WHAT TO WORK ON:
What lines of the data hold the string "bends"? Pull each one out.

PROVIDED DATA:
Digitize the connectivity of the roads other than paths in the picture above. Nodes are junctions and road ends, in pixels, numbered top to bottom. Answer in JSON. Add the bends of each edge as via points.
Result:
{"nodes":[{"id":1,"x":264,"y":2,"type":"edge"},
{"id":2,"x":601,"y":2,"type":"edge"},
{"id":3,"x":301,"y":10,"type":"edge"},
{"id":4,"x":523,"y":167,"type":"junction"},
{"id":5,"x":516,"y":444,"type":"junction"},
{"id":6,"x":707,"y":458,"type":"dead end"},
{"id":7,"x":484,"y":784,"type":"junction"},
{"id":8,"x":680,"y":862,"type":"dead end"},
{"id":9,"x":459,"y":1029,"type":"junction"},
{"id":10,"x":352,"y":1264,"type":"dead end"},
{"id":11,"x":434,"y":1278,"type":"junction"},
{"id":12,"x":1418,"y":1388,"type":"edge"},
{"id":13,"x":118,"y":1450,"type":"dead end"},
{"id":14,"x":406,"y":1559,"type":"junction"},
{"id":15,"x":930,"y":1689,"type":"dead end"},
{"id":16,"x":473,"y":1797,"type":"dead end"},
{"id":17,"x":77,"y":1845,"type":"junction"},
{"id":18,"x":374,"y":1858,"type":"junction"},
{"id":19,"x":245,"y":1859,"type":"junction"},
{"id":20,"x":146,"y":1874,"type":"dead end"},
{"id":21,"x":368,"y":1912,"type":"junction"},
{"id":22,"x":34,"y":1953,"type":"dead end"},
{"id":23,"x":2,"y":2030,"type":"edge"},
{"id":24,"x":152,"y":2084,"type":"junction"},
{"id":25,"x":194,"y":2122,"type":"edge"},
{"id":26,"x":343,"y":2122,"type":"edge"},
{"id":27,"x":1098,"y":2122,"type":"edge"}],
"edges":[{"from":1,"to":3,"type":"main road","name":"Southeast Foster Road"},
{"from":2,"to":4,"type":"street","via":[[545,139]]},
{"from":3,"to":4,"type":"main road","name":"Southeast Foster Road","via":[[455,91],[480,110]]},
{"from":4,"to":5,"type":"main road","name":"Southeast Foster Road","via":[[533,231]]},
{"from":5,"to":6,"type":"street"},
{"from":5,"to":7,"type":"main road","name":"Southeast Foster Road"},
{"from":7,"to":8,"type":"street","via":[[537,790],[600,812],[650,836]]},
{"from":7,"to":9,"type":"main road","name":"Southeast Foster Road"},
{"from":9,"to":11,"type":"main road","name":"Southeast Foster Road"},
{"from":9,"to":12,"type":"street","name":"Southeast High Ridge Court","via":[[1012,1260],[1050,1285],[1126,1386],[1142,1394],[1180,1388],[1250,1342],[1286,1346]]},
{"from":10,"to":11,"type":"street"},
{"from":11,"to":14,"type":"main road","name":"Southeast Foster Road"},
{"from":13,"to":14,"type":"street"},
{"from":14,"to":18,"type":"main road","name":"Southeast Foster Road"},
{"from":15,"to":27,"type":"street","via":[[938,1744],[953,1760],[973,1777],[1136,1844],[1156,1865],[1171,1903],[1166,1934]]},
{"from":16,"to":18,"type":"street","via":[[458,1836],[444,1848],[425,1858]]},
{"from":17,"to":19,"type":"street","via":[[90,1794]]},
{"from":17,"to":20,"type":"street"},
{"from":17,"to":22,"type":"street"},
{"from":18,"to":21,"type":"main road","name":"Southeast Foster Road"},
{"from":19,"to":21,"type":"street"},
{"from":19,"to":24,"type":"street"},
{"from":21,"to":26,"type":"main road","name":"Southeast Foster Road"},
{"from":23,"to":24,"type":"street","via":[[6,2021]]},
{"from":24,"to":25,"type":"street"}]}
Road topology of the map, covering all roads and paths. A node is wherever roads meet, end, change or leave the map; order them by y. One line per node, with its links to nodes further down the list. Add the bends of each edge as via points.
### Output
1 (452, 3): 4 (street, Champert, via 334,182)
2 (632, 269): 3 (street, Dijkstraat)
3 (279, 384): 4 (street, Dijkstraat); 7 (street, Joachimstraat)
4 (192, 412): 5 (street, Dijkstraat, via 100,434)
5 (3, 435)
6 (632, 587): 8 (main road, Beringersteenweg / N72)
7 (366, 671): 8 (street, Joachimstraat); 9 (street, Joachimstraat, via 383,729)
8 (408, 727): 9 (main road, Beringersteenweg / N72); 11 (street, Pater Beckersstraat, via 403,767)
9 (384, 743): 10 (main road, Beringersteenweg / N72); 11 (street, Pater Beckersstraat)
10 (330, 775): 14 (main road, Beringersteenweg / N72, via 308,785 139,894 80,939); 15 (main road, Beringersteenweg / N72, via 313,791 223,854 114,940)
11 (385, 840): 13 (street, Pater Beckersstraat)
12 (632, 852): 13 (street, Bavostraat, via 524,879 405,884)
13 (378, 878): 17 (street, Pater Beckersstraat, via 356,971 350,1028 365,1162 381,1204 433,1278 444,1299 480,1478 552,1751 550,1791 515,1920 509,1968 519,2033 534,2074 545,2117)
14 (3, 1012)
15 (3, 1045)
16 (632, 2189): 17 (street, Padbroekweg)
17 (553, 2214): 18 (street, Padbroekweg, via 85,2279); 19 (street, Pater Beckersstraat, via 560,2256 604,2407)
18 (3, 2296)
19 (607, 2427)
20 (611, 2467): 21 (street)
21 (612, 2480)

ANSWER TO THIS TASK:
Digitize the connectivity of the roads other than paths in the picture above. Nodes are junctions and road ends, in pixels, numbered top to bottom. Answer in JSON. Add the bends of each edge as via points.
Road topology of the map, covering all roads and paths. A node is wherever roads meet, end, change or leave the map; order them by y. One line per node, with its links to nodes further down the list. Add the bends of each edge as via points.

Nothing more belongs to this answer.